((

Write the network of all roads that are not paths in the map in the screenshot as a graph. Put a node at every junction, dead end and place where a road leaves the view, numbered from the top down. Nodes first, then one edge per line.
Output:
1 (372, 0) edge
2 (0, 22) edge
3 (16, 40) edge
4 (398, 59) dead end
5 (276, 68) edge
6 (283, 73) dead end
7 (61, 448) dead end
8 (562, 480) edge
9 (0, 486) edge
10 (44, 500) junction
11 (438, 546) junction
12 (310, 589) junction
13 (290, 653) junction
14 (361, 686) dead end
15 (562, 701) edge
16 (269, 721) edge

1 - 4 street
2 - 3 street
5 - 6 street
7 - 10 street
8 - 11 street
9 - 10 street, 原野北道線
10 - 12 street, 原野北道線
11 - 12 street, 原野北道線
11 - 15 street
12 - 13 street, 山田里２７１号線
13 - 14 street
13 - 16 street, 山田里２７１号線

))

▸ What the exercise asks: Exactly as they appear above, the records are to be transcribed in full.

▸ Answer below:
Write the network of all roads that are not paths in the map in the screenshot as a graph. Put a node at every junction, dead end and place where a road leaves the view, numbered from the top down. Nodes first, then one edge per line.
Output:
1 (372, 0) edge
2 (0, 22) edge
3 (16, 40) edge
4 (398, 59) dead end
5 (276, 68) edge
6 (283, 73) dead end
7 (61, 448) dead end
8 (562, 480) edge
9 (0, 486) edge
10 (44, 500) junction
11 (438, 546) junction
12 (310, 589) junction
13 (290, 653) junction
14 (361, 686) dead end
15 (562, 701) edge
16 (269, 721) edge

1 - 4 street
2 - 3 street
5 - 6 street
7 - 10 street
8 - 11 street
9 - 10 street, 原野北道線
10 - 12 street, 原野北道線
11 - 12 street, 原野北道線
11 - 15 street
12 - 13 street, 山田里２７１号線
13 - 14 street
13 - 16 street, 山田里２７１号線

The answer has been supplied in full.